To us, it may not seem like a big deal: CNN’s website is taking too long to load. The day’s most popular YouTube video won’t stop buffering. “Twitter is over capacity.” While these little hiccups in usability may frustrate end users, they merely scratch the surface of the enormous technical challenge that’s confronting the backend.

Northeastern University assistant professor of electrical and computer engineering Ningfang Mi recently learned she was one of 42 early-career researchers to win a Young Investigator Award from the Air Force Office of Scientific Research. They will receive the grants over a three-year period.

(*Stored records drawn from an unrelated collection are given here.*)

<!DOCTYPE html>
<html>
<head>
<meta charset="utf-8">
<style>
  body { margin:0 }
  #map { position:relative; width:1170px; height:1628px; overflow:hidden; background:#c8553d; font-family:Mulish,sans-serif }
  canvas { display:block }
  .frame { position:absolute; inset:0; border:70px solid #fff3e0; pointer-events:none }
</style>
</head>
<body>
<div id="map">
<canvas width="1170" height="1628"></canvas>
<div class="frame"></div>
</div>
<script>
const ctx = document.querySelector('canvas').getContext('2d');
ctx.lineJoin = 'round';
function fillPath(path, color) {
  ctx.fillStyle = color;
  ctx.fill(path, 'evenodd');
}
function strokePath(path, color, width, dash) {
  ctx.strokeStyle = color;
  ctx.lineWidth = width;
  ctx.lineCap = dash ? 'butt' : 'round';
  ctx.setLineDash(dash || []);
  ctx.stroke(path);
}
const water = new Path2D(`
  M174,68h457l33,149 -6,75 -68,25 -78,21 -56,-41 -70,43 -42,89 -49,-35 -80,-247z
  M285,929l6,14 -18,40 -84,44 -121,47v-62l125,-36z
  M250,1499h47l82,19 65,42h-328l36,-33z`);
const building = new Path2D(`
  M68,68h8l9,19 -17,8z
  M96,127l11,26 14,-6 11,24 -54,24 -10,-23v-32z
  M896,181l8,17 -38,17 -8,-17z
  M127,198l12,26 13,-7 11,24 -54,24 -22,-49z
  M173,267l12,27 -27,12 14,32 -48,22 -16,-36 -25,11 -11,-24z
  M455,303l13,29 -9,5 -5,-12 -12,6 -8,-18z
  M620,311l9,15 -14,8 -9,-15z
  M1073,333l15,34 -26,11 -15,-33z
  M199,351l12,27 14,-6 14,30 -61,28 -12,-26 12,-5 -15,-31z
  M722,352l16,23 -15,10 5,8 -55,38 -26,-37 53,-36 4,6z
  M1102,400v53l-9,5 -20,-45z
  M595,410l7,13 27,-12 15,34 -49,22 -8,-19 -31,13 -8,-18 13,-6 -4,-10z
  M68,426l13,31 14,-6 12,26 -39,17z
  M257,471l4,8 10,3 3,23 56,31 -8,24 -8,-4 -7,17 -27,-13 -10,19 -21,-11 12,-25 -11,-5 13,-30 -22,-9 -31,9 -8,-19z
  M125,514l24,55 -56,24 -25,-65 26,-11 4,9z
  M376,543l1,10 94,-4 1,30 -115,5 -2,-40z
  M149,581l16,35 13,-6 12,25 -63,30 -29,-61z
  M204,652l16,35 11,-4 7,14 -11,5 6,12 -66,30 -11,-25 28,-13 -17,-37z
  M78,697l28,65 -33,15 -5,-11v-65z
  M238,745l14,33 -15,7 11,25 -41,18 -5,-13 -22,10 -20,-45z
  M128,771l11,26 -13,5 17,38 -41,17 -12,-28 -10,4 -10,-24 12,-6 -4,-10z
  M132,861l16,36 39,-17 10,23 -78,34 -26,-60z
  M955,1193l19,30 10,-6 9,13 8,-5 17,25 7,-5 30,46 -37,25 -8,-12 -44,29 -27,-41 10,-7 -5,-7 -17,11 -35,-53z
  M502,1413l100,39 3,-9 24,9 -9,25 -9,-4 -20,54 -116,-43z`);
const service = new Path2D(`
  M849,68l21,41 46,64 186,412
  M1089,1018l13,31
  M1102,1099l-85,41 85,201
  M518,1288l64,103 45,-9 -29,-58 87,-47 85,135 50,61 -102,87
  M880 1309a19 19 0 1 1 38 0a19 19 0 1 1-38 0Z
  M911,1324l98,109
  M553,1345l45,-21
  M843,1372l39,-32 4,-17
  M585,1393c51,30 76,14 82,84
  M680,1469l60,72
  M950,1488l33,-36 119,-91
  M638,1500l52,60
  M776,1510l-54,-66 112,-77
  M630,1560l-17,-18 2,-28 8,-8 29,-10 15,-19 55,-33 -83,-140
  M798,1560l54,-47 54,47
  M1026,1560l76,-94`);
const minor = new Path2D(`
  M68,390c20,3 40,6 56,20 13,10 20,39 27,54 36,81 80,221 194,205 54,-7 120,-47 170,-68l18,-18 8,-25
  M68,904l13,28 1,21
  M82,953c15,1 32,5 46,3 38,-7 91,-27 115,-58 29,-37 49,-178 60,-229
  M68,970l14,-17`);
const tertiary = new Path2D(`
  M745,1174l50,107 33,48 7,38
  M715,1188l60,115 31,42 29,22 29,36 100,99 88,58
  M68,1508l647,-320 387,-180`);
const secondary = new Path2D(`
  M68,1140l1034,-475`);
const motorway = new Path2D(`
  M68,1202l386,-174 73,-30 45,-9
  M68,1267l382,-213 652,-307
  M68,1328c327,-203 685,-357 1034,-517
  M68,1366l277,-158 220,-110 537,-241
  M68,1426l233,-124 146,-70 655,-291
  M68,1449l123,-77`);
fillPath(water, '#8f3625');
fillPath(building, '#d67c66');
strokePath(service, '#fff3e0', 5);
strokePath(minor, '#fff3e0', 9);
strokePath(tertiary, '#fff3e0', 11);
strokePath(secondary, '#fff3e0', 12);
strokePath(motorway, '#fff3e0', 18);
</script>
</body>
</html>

She plans to use award to figure out a better way to manage the vast amount of information sharing that takes place online—and push that massive technical challenge even further into the background for end users.

These days most of the data we request online is stored in the so-called “cloud”—a series of virtual computers distributed on physical servers around the world. For instance, Google has 12 data centers across four continents. The 20,000 emails sitting in my Gmail inbox aren’t actually stored on my computer—they’re stored in Google’s cloud, which exists on all those remote servers. Every time I look at one of my emails, I am requesting access to it from one of those servers.

Now consider YouTube. Its billions of hours of video aren’t all sitting on the same physical server; rather, they are stored remotely in the cloud. In this case, I am just one of millions of users requesting the same video in a given moment. And that, Mi explained, is where things get challenging.

Her research is focused on modeling performance in different scenarios and figuring out the best ways to manage resources based on the outcomes of those models. This will give her a sense of the workloads and number of traffic requests that remote servers are likely to have to handle.

“Based on this kind of information,” she said, “how can I find the best configuration for the platform in order to provide the highest quality of service?”

There are two options: She can either move information around on a single server or move information between servers. The best choice will depend on the situation at hand.

“Before predictions were based more on average load or traffic, but now we know that in reality the workload changes,” Mi said. “The term I use here is ‘burstiness’ or ‘spikes.’”

Indeed, it all depends on the burstiness of human behavior. Some online phenomena are predictable, Mi said. For instance, you’re likely to see a burst in email activity on the East Coast every weekday at around 9 a.m. EST. Similarly, the Internet is likely to be all-a-flurry across a range of websites on election night as people world over discuss the race on Twitter, stream acceptances speeches on NBC, and read about the results in The New York Times.

But what about when a celebrity unexpectedly passes away or makes a comment that goes viral? Or when a boy in a balloon suddenly becomes one of the biggest news stories on the Internet? No one can predict events like that, so no amount of resource management preparation could ready YouTube for the associated activity spikes.

Mi, for her part, is developing models that will help detect those bursts with more immediacy—and in some cases even predict them a couple hours in advance. So while we may not know when the next media hoax will drive traffic from millions of curious viewers, at least our computers will be able to handle it better.